EXERCISE: Repeat the stretch of entries below from the line with "pinky mcp: (512, 525)" through the line with "ring tip: (885, 555)". Include both ends and add nothing.

Extracted data entries
▽
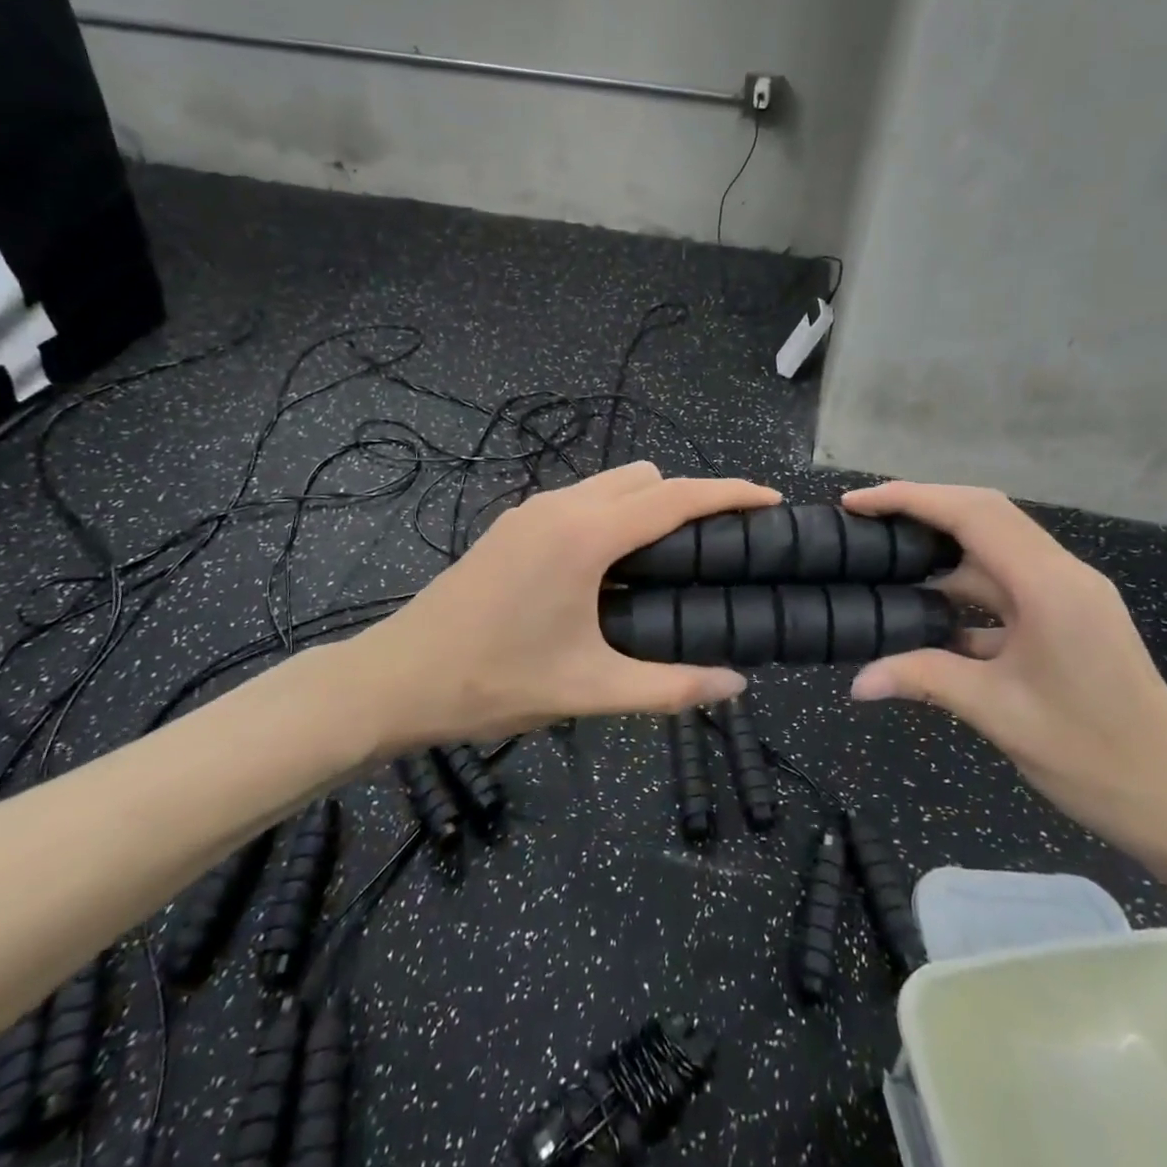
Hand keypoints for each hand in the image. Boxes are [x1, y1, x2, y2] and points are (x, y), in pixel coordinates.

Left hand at [352, 462, 780, 751]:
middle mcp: (560, 506)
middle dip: (690, 498)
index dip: (729, 493)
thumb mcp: (588, 689)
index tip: (770, 500)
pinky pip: (581, 499)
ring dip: (648, 505)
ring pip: (610, 483)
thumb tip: (736, 685)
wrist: (396, 678)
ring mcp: (530, 510)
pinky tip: (612, 567)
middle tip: (716, 549)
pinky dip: (613, 514)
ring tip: (669, 560)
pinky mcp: (512, 525)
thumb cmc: (492, 681)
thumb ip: (669, 688)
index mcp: (585, 535)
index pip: (675, 497)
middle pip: (646, 478)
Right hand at [842, 482, 1166, 862]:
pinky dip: (963, 588)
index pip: (972, 514)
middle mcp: (1062, 575)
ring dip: (941, 548)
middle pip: (984, 515)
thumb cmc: (1093, 757)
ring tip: (885, 555)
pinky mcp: (1068, 619)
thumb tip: (857, 683)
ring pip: (995, 549)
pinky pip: (1006, 585)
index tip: (856, 503)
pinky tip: (926, 610)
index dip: (910, 499)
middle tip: (864, 519)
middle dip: (922, 508)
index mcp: (1049, 585)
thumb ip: (923, 679)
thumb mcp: (998, 713)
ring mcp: (1068, 596)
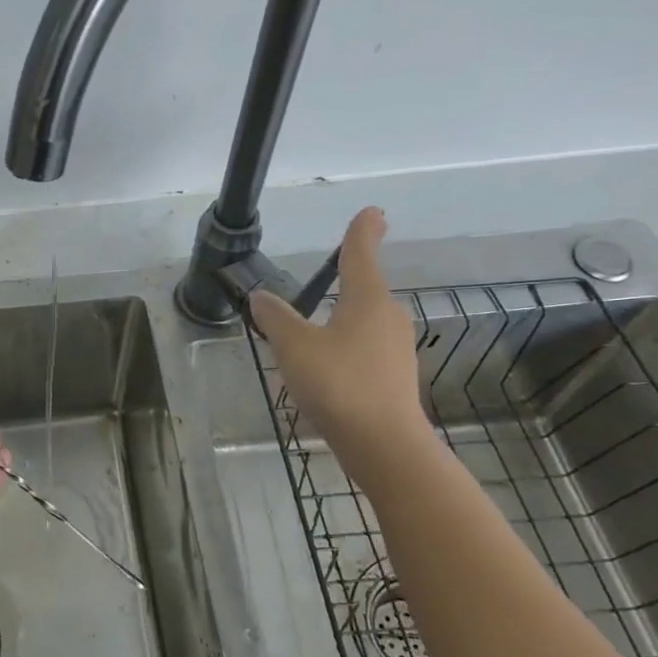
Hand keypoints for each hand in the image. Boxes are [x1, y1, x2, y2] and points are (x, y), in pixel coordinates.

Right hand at [249, 207, 432, 487]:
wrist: (383, 444)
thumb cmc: (339, 383)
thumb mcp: (294, 346)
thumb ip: (276, 318)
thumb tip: (261, 296)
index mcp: (367, 300)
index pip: (361, 255)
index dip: (362, 232)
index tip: (372, 212)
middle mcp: (388, 318)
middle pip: (366, 288)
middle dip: (349, 278)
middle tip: (334, 268)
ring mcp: (395, 349)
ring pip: (365, 321)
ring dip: (344, 317)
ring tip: (315, 326)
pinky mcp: (393, 377)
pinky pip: (365, 348)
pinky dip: (346, 346)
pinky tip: (326, 365)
△
PROBLEM SOLUTION:
pinky mcp: (512, 525)
thumb cmc: (492, 681)
thumb ip: (669, 688)
index mcp: (585, 535)
index pip: (675, 497)
middle pip: (646, 478)
Right hand at [842, 482, 1166, 862]:
pinky dip: (963, 588)
index pip: (972, 514)
middle mcp: (1062, 575)
ring dip: (941, 548)
middle pip: (984, 515)
thumb cmc: (1093, 757)
ring tip: (885, 555)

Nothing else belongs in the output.